Supply, demand inflation and inflation spiral

Inflation is an increase in the general price level of all things and services. It, like unemployment, is generated by the violation of certain economic proportions at the national level. Therefore, its consequences apply to all citizens of the country, without exception. This phenomenon can have different reasons, depending on which there are two main types of it: supply inflation and demand inflation. Let's look at what these species are and how they interact with each other.

Demand of inflation occurs when factors on the side of aggregate demand give an impetus to the growth of the general price level. At the same time, the aggregate supply remains unchanged. In this situation, production is not able to respond to excess cash by increasing production volumes. Thus, demand begins to significantly exceed supply, and all conditions for price increases arise.

Among the most important factors that generate demand inflation are the following:

- excess of state budget expenditures over budget revenues, which causes the state budget deficit ;

- inflationary expectations of consumers, which encourage them to reduce savings and increase current consumer spending;

- cheap (at a low interest rate on the loan) money that encourages households to increase consumption, and entrepreneurs to additional investments.

Supply inflation arises provided that the impetus for the growth of the general price level comes from the aggregate supply, when the output of goods is reduced, and the aggregate demand remains unchanged. That is, manufacturers have objective reasons for reducing production volumes. The quantity of goods decreases, while the number of consumers remains at the same level. Based on this, the price of goods begins to rise.

The most significant factors in supply inflation are the following:

- a significant rise in price or exhaustion of natural energy and mineral resources - oil, coal, gas, metal ores;

- the relative rise in the cost of labor due to such an increase in wages, which is ahead of the growth of labor productivity.

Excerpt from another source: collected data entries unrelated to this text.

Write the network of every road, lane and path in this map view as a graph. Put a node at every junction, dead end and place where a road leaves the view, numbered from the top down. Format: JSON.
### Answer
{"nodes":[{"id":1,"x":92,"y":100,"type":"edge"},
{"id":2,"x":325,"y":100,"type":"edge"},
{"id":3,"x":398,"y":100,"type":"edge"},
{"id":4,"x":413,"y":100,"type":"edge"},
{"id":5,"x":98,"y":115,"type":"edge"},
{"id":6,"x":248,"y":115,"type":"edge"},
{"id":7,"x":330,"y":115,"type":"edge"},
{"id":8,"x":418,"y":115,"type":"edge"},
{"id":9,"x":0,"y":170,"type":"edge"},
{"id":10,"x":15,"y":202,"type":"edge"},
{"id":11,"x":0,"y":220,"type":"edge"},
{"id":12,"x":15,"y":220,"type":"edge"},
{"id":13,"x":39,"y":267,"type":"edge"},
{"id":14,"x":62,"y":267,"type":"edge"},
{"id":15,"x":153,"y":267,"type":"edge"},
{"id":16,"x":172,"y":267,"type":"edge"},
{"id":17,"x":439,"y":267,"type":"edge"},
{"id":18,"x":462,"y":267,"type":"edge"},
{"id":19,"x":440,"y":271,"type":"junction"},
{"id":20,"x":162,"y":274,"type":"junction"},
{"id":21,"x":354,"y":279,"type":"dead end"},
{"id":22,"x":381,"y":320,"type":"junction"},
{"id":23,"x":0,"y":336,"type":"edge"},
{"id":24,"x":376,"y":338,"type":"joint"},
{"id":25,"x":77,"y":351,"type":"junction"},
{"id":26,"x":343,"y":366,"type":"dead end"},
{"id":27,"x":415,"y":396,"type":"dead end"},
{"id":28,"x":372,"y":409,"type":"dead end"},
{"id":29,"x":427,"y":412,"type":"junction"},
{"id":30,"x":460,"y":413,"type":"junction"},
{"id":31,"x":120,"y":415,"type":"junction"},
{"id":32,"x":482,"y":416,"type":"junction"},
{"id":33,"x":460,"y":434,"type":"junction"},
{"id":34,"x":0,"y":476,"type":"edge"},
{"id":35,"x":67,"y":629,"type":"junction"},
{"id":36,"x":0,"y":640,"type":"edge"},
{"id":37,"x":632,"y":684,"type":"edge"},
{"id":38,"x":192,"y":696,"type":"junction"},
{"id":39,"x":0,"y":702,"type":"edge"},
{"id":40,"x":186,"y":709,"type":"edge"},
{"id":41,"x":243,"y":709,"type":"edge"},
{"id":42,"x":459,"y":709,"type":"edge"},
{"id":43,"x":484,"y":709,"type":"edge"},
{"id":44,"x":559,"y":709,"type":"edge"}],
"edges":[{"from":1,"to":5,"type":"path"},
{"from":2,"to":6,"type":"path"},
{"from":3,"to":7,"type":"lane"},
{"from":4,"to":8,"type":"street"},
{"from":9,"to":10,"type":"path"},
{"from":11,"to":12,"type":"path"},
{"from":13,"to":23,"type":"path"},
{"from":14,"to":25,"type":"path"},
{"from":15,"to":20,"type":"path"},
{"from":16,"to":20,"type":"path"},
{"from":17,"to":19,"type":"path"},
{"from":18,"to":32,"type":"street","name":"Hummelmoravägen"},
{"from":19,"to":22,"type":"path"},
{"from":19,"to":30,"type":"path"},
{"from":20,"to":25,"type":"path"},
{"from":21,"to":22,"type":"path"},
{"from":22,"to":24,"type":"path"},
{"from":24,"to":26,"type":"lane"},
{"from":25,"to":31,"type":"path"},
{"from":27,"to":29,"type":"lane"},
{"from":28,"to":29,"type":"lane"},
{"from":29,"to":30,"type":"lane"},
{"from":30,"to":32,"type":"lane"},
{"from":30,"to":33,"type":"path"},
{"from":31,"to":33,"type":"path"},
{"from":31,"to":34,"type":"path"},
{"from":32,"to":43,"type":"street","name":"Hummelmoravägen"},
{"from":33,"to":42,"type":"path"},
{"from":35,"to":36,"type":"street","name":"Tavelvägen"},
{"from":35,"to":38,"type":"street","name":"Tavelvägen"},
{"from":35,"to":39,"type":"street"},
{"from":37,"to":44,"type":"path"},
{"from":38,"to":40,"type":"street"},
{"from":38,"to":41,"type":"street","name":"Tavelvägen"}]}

As a rule, demand inflation and supply inflation are intertwined, forming the so-called inflationary spiral. Its essence is as follows: demand inflation grows into supply inflation and vice versa. The impetus to the first may give rise to the state budget deficit when expenses exceed tax revenues. Thus, it turns into inflation of supply, because against the background of a general increase in prices, production resources are becoming more expensive , the price of labor is growing - wages. This leads to a decrease in the production capabilities of entrepreneurs and a reduction in the total volume of output of goods and aggregate supply.

Inflation has the most negative consequences for the national economy, the most dangerous of which are as follows:

- depreciation of money and savings;

- a decrease in the purchasing power of consumers and their consumption;

- deepening inequality and rapid social stratification of society;

- braking of technical progress;

- The loss in prices of the role of the market regulator.

For the right choice of tools for regulating the process, it is important to find out what causes inflation to prevail - associated with aggregate demand or aggregate supply. But, in any case, all anti-inflationary measures are quite contradictory, therefore they do not guarantee unconditional success. Experienced economists say inflation is easier to prevent than to limit it later.